My point is that it's becoming really hard for an average person today to
decide how to react to information from medical field. Every now and then
there's a report of a "new study" which "concludes" this or that about some
disease or condition or disorder. More often than not, the study is not really
a study but a theory, or it's not sound for this or that reason, or it's not
new, or it doesn't really conclude anything yet, etc. Plus, on top of it, you
get stuff like that whole fiasco with vaccines.

What I'm driving at is that the way this stuff is handled makes it really hard
for ordinary people like me to make decisions. If it was just about me, then I
wouldn't worry so much, but my son is three years old and each time a new
"threat" appears, I have to decide what to do.

Finally, regarding the article, was it really necessary to start it that way?
Yes, the risks are real, but how does stating them yet again contribute to the
article?

------
wanderr
Aside from the experience in his ward, mostly the other evidence seems to be
the correlation between winter and the spread of influenza.
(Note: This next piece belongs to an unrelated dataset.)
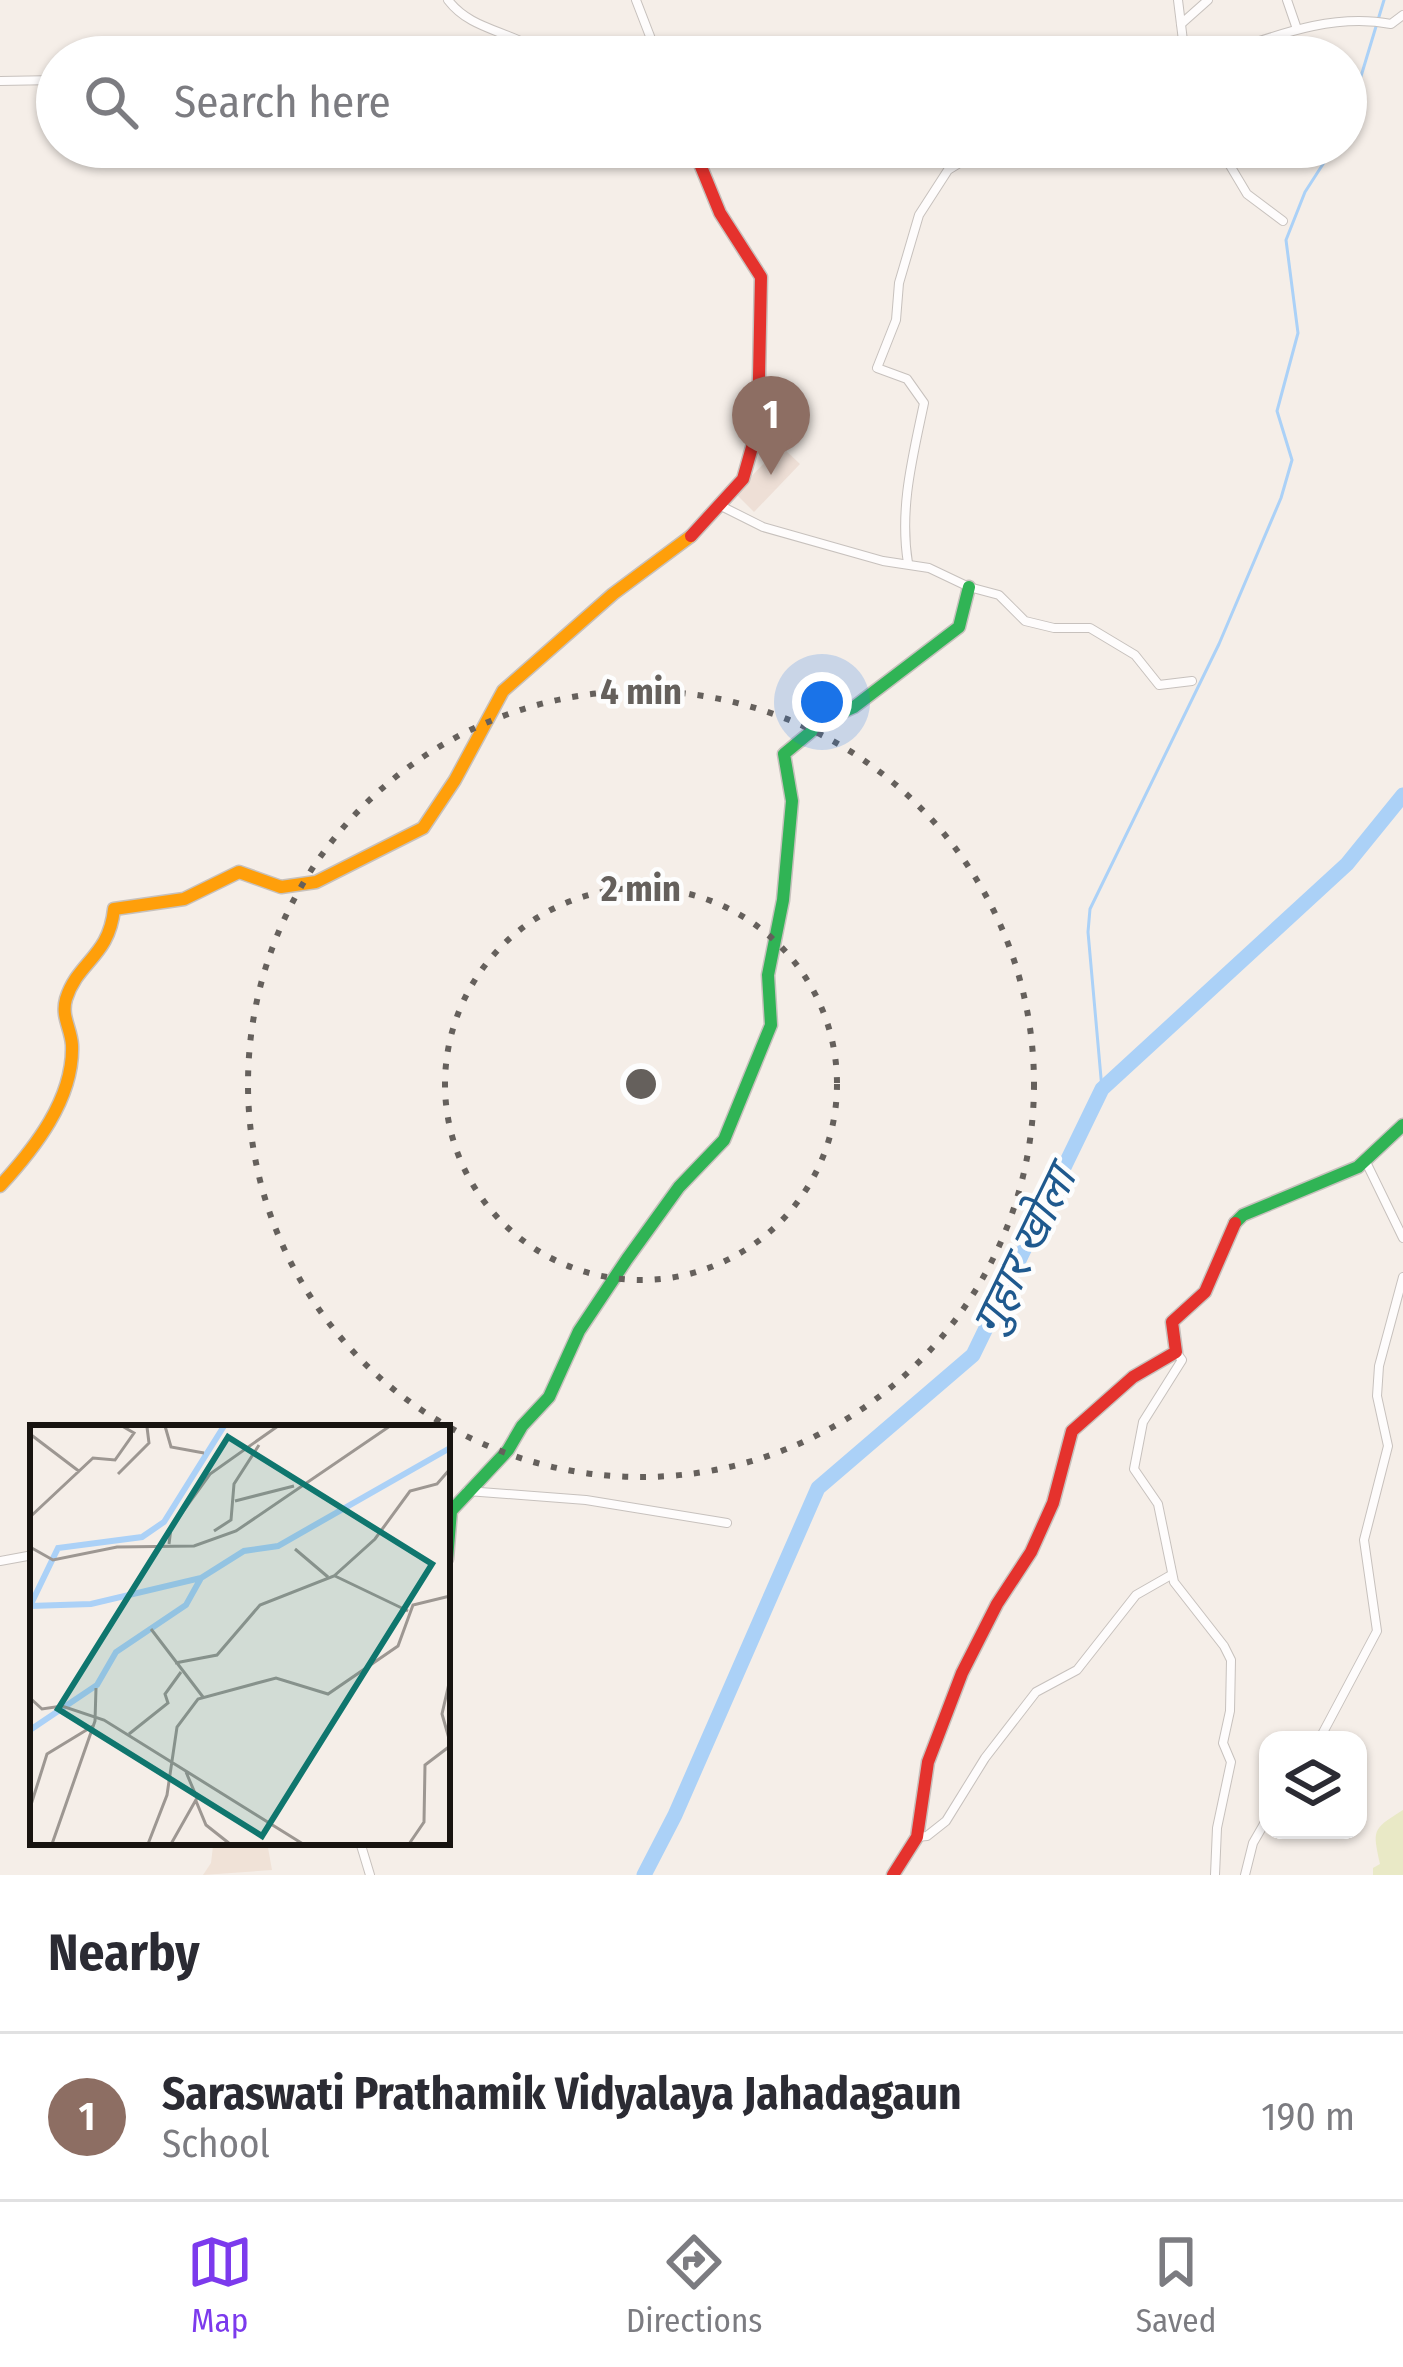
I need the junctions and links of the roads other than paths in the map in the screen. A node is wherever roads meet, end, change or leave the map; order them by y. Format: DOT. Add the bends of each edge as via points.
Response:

There may be other
causes for that correlation besides vitamin D (or they might all be
contributing factors), such as: -People spend more time indoors, closer to
other people. If the virus is airborne or spread through human contact,
transmission rates would naturally go up in the winter. -People travel during
the holidays so the virus has more opportunity to spread around: more people
trapped in airplanes with sick people, and more sick people moving viruses
from point A to point B.

That said, I'd like to see more evidence and discussion of whether taking
vitamin D supplements are worthwhile, I suspect they are but am not convinced
entirely by this article.

------
noelchurchill
Sometimes I want to move out to the country to get away from these types of
risks. And to get away from the traffic, overcrowding, etc...